Jury Acquits Man Who Threw a Salami Sub at Federal Agents in D.C.

Attorneys for Sean Dunn, 37, described the throwing of the sandwich as “a harmless gesture” and argued the case was “a blatant abuse of power.”

DC Federal Intervention Sandwich Toss AP - 25307662041225

Julia Demaree Nikhinson/AP

A D.C. jury showed no appetite for the Trump administration’s case against a man who threw a salami sandwich at a federal agent earlier this year, acquitting the 37-year-old after seven hours of deliberation.

U.S. Attorney Jeanine Pirro’s office said Sean Dunn, an Air Force veteran, was not on trial for protesting but for “throwing a sandwich at a federal officer at point-blank range.”

After deliberations stretched into a second day, a trial jury dismissed the government’s misdemeanor charge, which they earlier agreed to downgrade from a felony.

Attorneys for Dunn described the throwing of the sandwich as “a harmless gesture” and argued the case was “a blatant abuse of power” that came with “a choreographed, militarized raid on his small apartment” and the threat of jail time.

“Sean Dunn expressed his opinions,” Julia Gatto, one of Dunn’s defense attorneys, said in Tuesday’s opening statement. “He expressed them loudly, and he expressed them maybe you think vulgarly, but he expressed his opinions. But words without force are never assault.”

“In this country, the last time I checked, dissent and opposition are not crimes,” she said.

According to court filings, on Aug. 10 Dunn approached federal officers who were assigned to patrol the northwest D.C. area of 14th and U Streets. He is seen in video footage calling the officers fascists and telling them to leave the city before chucking a sandwich — which he later revealed had salami and mustard on it — at a Customs and Border Protection agent.

“No matter who you are, you can’t just go around throwing stuff at people ‘cause you’re mad,” prosecutor John Parron said in his opening statement. “You can’t do it with your neighbor. You can’t do it with federal law enforcement.”

The agent on the receiving end of the sandwich, Gregory Lairmore, was one of two witnesses called by the prosecution. He testified that he felt the sandwich make impact through his full body armor and bullet proof vest.

“The sandwich kind of exploded all over my uniform,” Lairmore testified Tuesday. “It smelled of onions and mustard.”

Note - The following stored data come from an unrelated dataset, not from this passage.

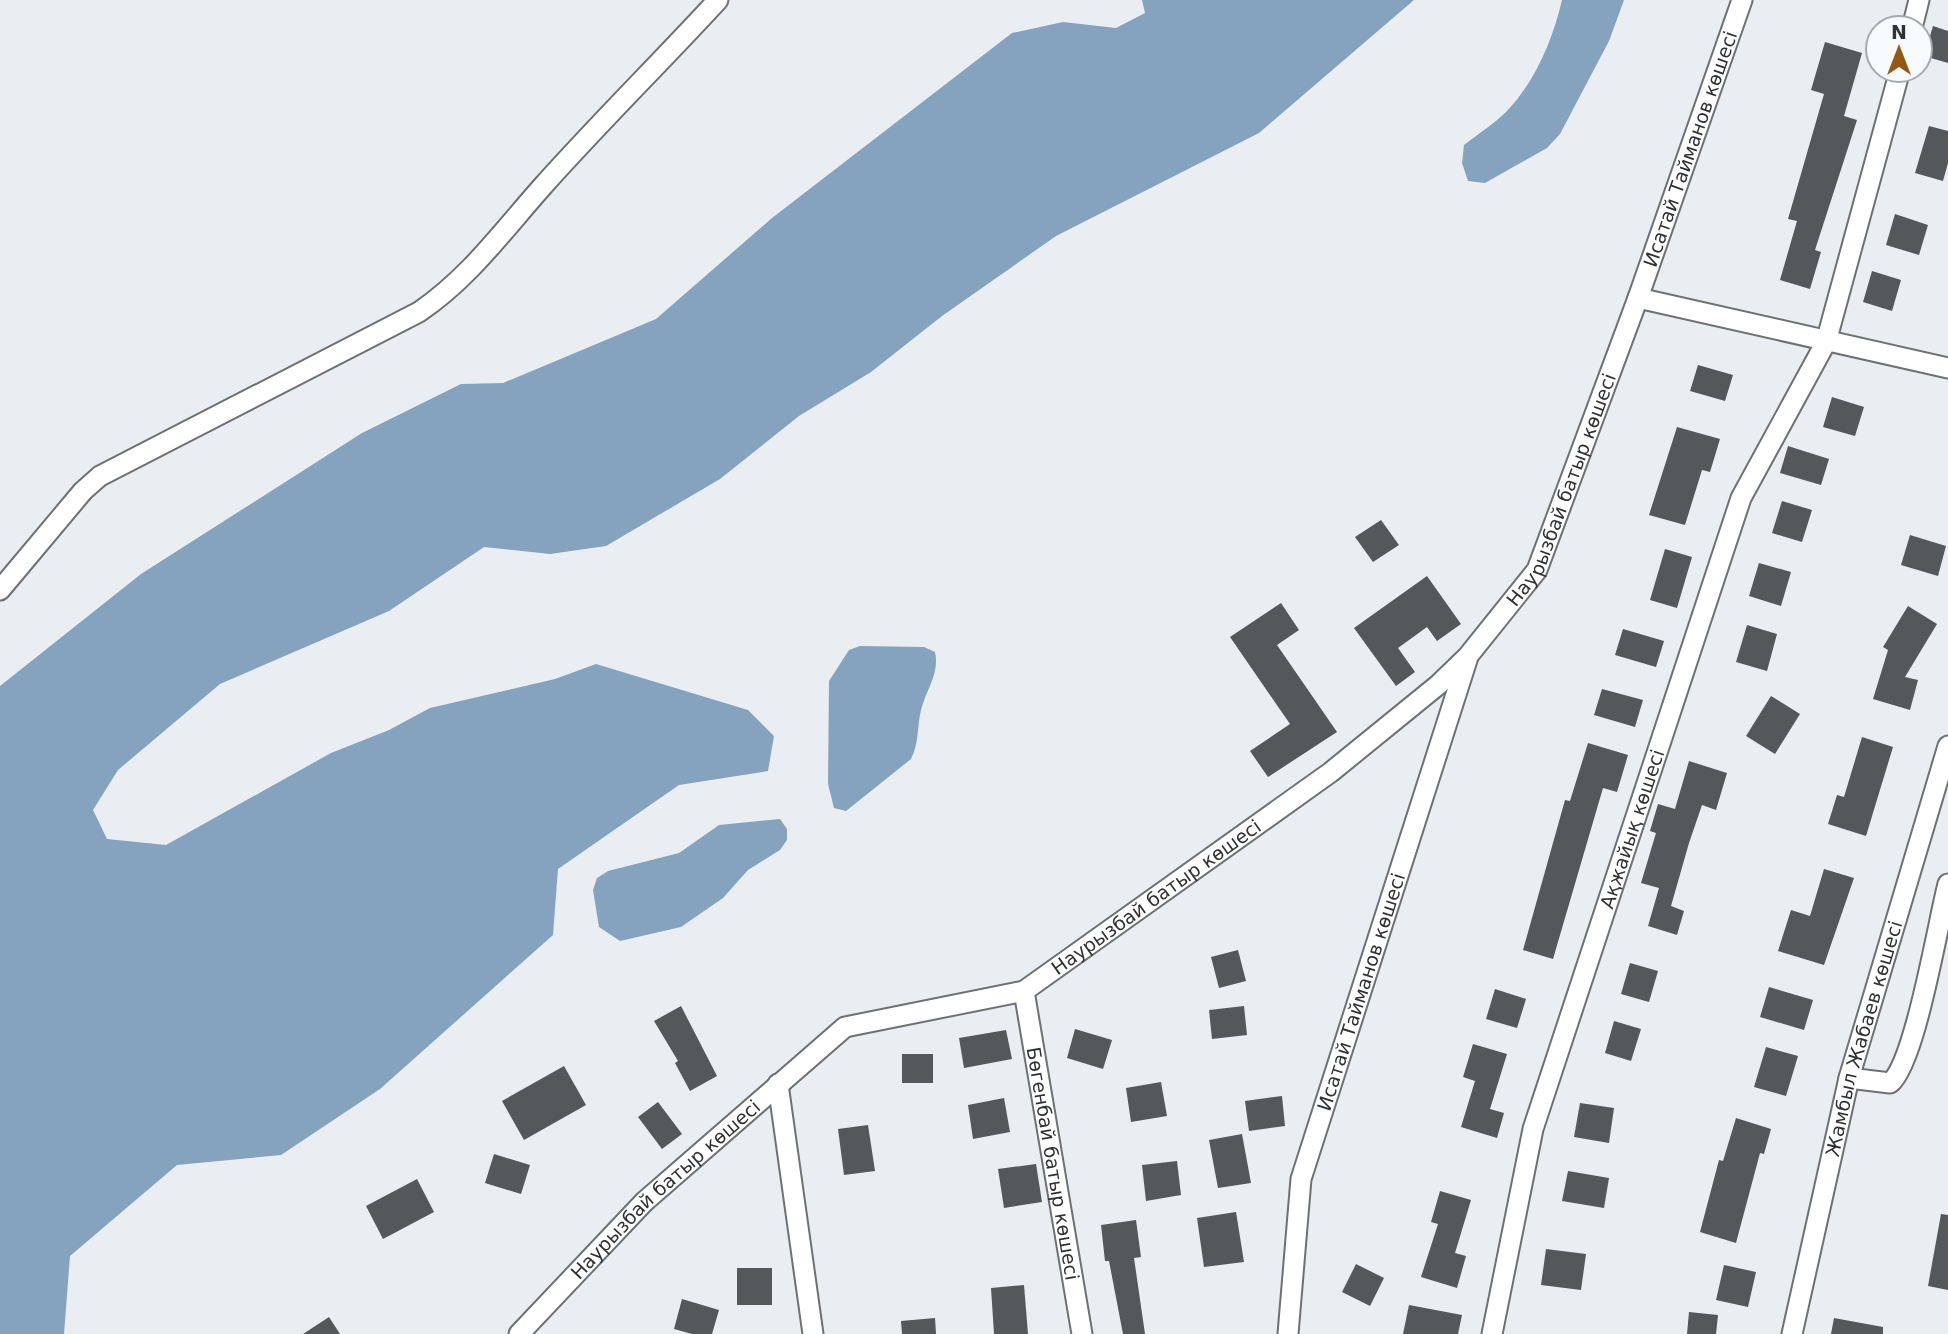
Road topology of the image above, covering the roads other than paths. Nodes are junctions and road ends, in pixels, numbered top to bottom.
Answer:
1 (718, 0) edge
2 (1742, 0) edge
3 (1896, 84) edge
4 (1638, 298) junction
5 (1826, 342) junction
6 (1948, 368) edge
7 (0, 590) edge
8 (1468, 656) junction
9 (1948, 746) edge
10 (1948, 884) edge
11 (1024, 992) junction
12 (1849, 1078) junction
13 (778, 1084) junction
14 (522, 1333) edge
15 (814, 1334) edge
16 (1082, 1334) edge
17 (1288, 1334) edge
18 (1492, 1334) edge
19 (1792, 1334) edge

1 - 7 street
2 - 4 street, Исатай Тайманов көшесі
3 - 5 street, Ақжайық көшесі
4 - 5 street
4 - 8 street, Наурызбай батыр көшесі
5 - 6 street
5 - 18 street, Ақжайық көшесі
8 - 11 street, Наурызбай батыр көшесі
8 - 17 street, Исатай Тайманов көшесі
9 - 12 street, Жамбыл Жабаев көшесі
10 - 12 street
11 - 13 street, Наурызбай батыр көшесі
11 - 16 street, Бөгенбай батыр көшесі
12 - 19 street, Жамбыл Жабаев көшесі
13 - 14 street, Наурызбай батыр көшесі
13 - 15 street

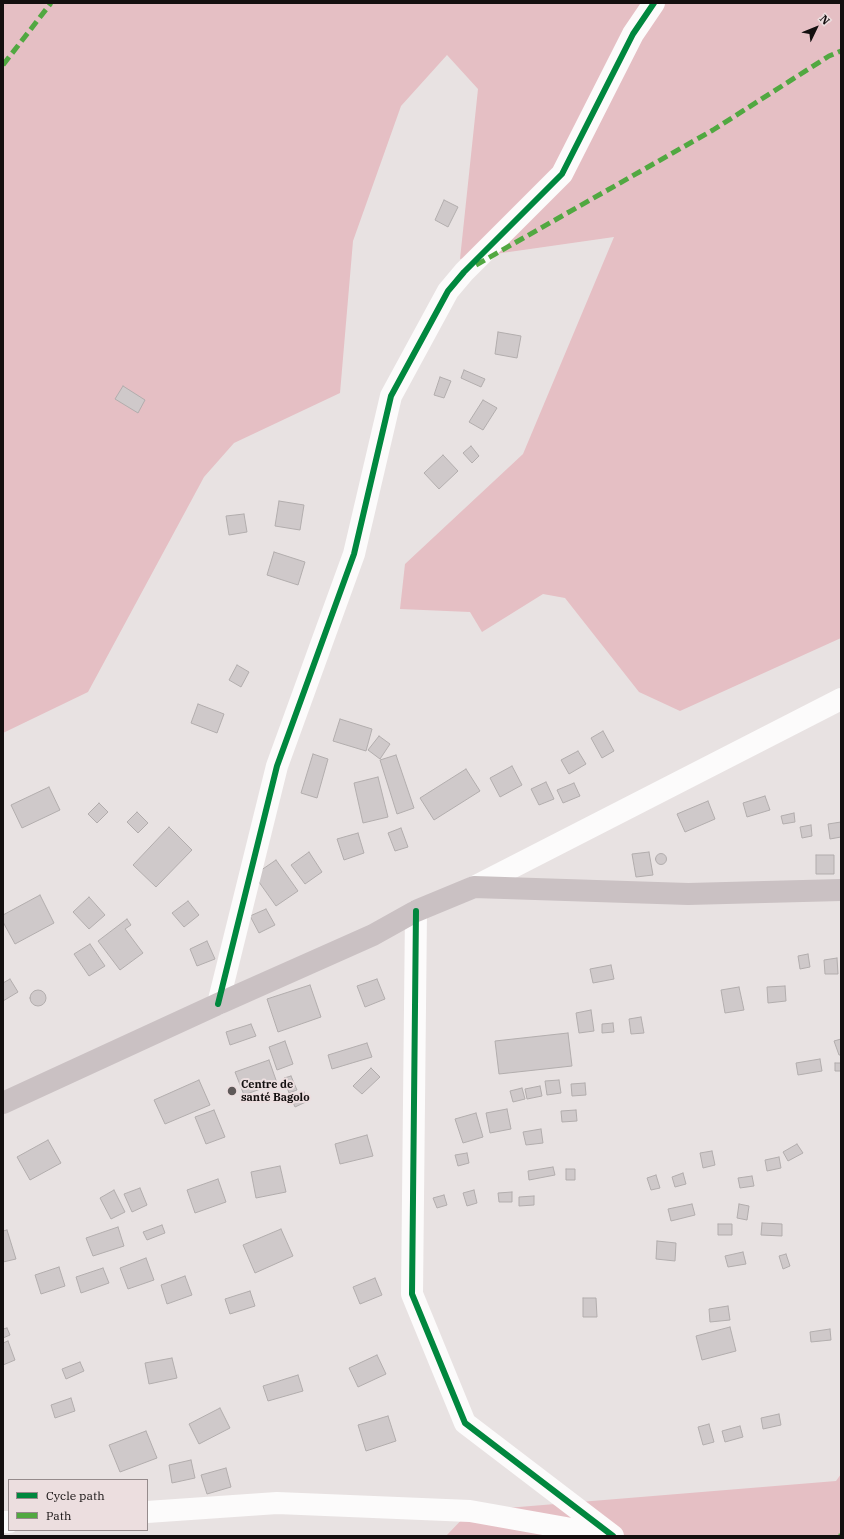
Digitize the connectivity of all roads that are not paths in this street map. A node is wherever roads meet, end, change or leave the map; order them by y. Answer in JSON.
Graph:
{"nodes":[{"id":1,"x":654,"y":3,"type":"edge"},
{"id":2,"x":841,"y":699,"type":"edge"},
{"id":3,"x":474,"y":887,"type":"junction"},
{"id":4,"x":841,"y":890,"type":"edge"},
{"id":5,"x":416,"y":911,"type":"junction"},
{"id":6,"x":218,"y":1004,"type":"junction"},
{"id":7,"x":3,"y":1104,"type":"edge"},
{"id":8,"x":148,"y":1512,"type":"edge"},
{"id":9,"x":613,"y":1536,"type":"edge"}],
"edges":[{"from":1,"to":6,"type":"street"},
{"from":2,"to":3,"type":"street"},
{"from":3,"to":4,"type":"main road"},
{"from":3,"to":5,"type":"main road"},
{"from":5,"to":6,"type":"main road"},
{"from":5,"to":9,"type":"street"},
{"from":6,"to":7,"type":"main road"},
{"from":8,"to":9,"type":"street"}]}
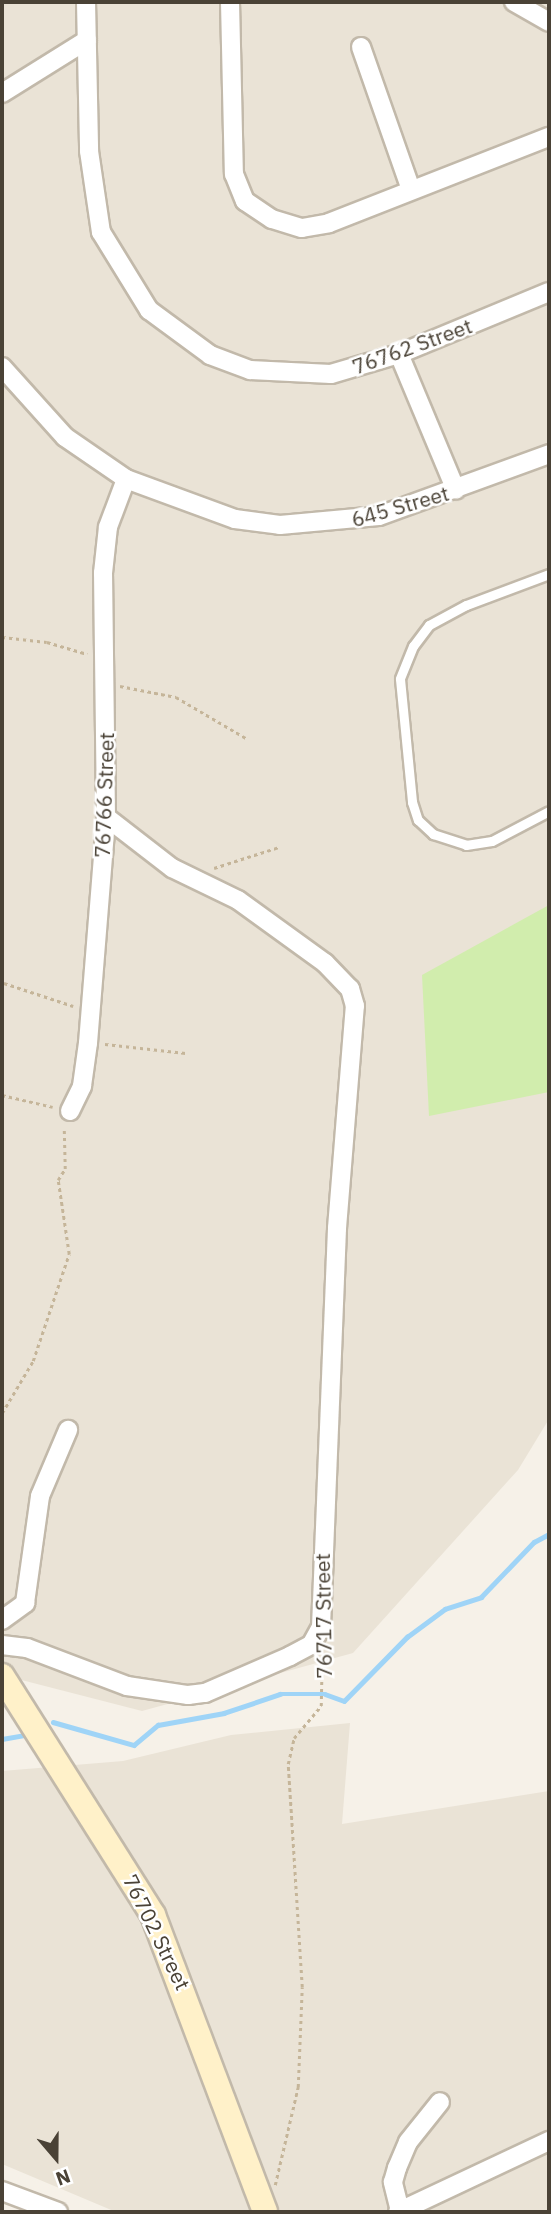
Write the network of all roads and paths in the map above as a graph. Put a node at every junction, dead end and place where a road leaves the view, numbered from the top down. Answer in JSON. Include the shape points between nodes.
{"nodes":[{"id":1,"x":86,"y":2,"type":"edge"},
{"id":2,"x":230,"y":2,"type":"edge"},
{"id":3,"x":514,"y":2,"type":"edge"},
{"id":4,"x":549,"y":22,"type":"edge"},
{"id":5,"x":87,"y":40,"type":"junction"},
{"id":6,"x":361,"y":47,"type":"dead end"},
{"id":7,"x":2,"y":93,"type":"edge"},
{"id":8,"x":549,"y":137,"type":"edge"},
{"id":9,"x":411,"y":190,"type":"junction"},
{"id":10,"x":549,"y":292,"type":"edge"},
{"id":11,"x":399,"y":354,"type":"junction"},
{"id":12,"x":2,"y":367,"type":"edge"},
{"id":13,"x":549,"y":454,"type":"edge"},
{"id":14,"x":126,"y":479,"type":"junction"},
{"id":15,"x":456,"y":490,"type":"junction"},
{"id":16,"x":549,"y":574,"type":"edge"},
{"id":17,"x":2,"y":638,"type":"edge"},
{"id":18,"x":103,"y":660,"type":"junction"},
{"id":19,"x":107,"y":685,"type":"junction"},
{"id":20,"x":246,"y":738,"type":"dead end"},
{"id":21,"x":549,"y":811,"type":"edge"},
{"id":22,"x":106,"y":817,"type":"junction"},
{"id":23,"x":279,"y":847,"type":"dead end"},
{"id":24,"x":187,"y":876,"type":"junction"},
{"id":25,"x":4,"y":983,"type":"dead end"},
{"id":26,"x":90,"y":1010,"type":"junction"},
{"id":27,"x":88,"y":1043,"type":"junction"},
{"id":28,"x":186,"y":1053,"type":"dead end"},
{"id":29,"x":2,"y":1095,"type":"edge"},
{"id":30,"x":71,"y":1111,"type":"junction"},
{"id":31,"x":2,"y":1413,"type":"edge"},
{"id":32,"x":68,"y":1430,"type":"dead end"},
{"id":33,"x":2,"y":1620,"type":"edge"},
{"id":34,"x":321,"y":1627,"type":"junction"},
{"id":35,"x":2,"y":1645,"type":"edge"},
{"id":36,"x":2,"y":1676,"type":"edge"},
{"id":37,"x":440,"y":2102,"type":"dead end"},
{"id":38,"x":549,"y":2141,"type":"edge"},
{"id":39,"x":2,"y":2191,"type":"edge"},
{"id":40,"x":264,"y":2210,"type":"edge"},
{"id":41,"x":58,"y":2212,"type":"edge"},
{"id":42,"x":399,"y":2212,"type":"edge"}],
"edges":[{"from":1,"to":5,"type":"street","name":"76762 Street"},
{"from":2,"to":9,"type":"street","via":[[234,174],[245,201],[272,219],[302,228],[329,223]]},
{"from":3,"to":4,"type":"street"},
{"from":5,"to":7,"type":"street"},
{"from":5,"to":11,"type":"street","name":"76762 Street","via":[[93,201],[116,264],[149,310],[210,355],[250,370],[331,374]]},
{"from":6,"to":9,"type":"street"},
{"from":8,"to":9,"type":"street"},
{"from":10,"to":11,"type":"street","name":"76762 Street"},
{"from":11,"to":15,"type":"street"},
{"from":12,"to":14,"type":"street","name":"645 Street","via":[[65,437]]},
{"from":13,"to":15,"type":"street","name":"645 Street"},
{"from":14,"to":15,"type":"street","name":"645 Street","via":[[200,510],[280,524],[379,516]]},
{"from":14,"to":18,"type":"street","name":"76766 Street","via":[[107,539]]},
{"from":16,"to":21,"type":"lane","via":[[466,605],[429,625],[413,646],[400,679],[412,802],[418,820],[433,834],[466,845],[492,841]]},
{"from":17,"to":18,"type":"path","via":[[47,642]]},
{"from":18,"to":19,"type":"street","name":"76766 Street"},
{"from":19,"to":20,"type":"path","via":[[176,697]]},
{"from":19,"to":22,"type":"street","name":"76766 Street"},
{"from":22,"to":24,"type":"street"},
{"from":22,"to":26,"type":"street","name":"76766 Street"},
{"from":23,"to":24,"type":"path"},
{"from":24,"to":34,"type":"street","name":"76717 Street","via":[[238,900],[342,976],[355,1006],[337,1228]]},
{"from":25,"to":26,"type":"path"},
{"from":26,"to":27,"type":"street","name":"76766 Street"},
{"from":27,"to":28,"type":"path"},
{"from":27,"to":30,"type":"street","name":"76766 Street","via":[[82,1086]]},
{"from":29,"to":30,"type":"path"},
{"from":30,"to":31,"type":"path","via":[[63,1137],[65,1169],[58,1180],[69,1254],[33,1361]]},
{"from":32,"to":33,"type":"street","via":[[40,1496],[25,1603]]},
{"from":34,"to":35,"type":"street","via":[[311,1645],[290,1656],[205,1693],[188,1695],[127,1686],[27,1648]]},
{"from":34,"to":40,"type":"path","name":"76717 Street","via":[[325,1694],[294,1738],[288,1764],[302,1928],[298,2087],[278,2181]]},
{"from":36,"to":40,"type":"street","name":"76702 Street","via":[[153,1915]]},
{"from":37,"to":42,"type":"street","via":[[408,2142],[397,2168],[393,2182]]},
{"from":38,"to":42,"type":"street"},
{"from":39,"to":41,"type":"street"}]}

Dunn’s acquittal marks at least the fourth time that the federal government has failed to convince D.C. citizens to go along with its arguments since President Donald Trump returned to office in January.

Last month, jurors in the same courthouse voted three times against convicting Sydney Reid of the same misdemeanor charge of assaulting a federal officer. Reid, a D.C. resident, was protesting the Trump administration’s immigration policies at the D.C. jail when an FBI agent scraped her hand on a wall while detaining her. Prosecutors argued that though she did not actually make contact with the officer, her knee came close to his groin during the scuffle — and that movement constituted “assault.”

Pirro in August announced that her office would be seeking the maximum penalties for those arrested as part of Trump’s “crackdown on crime” in D.C.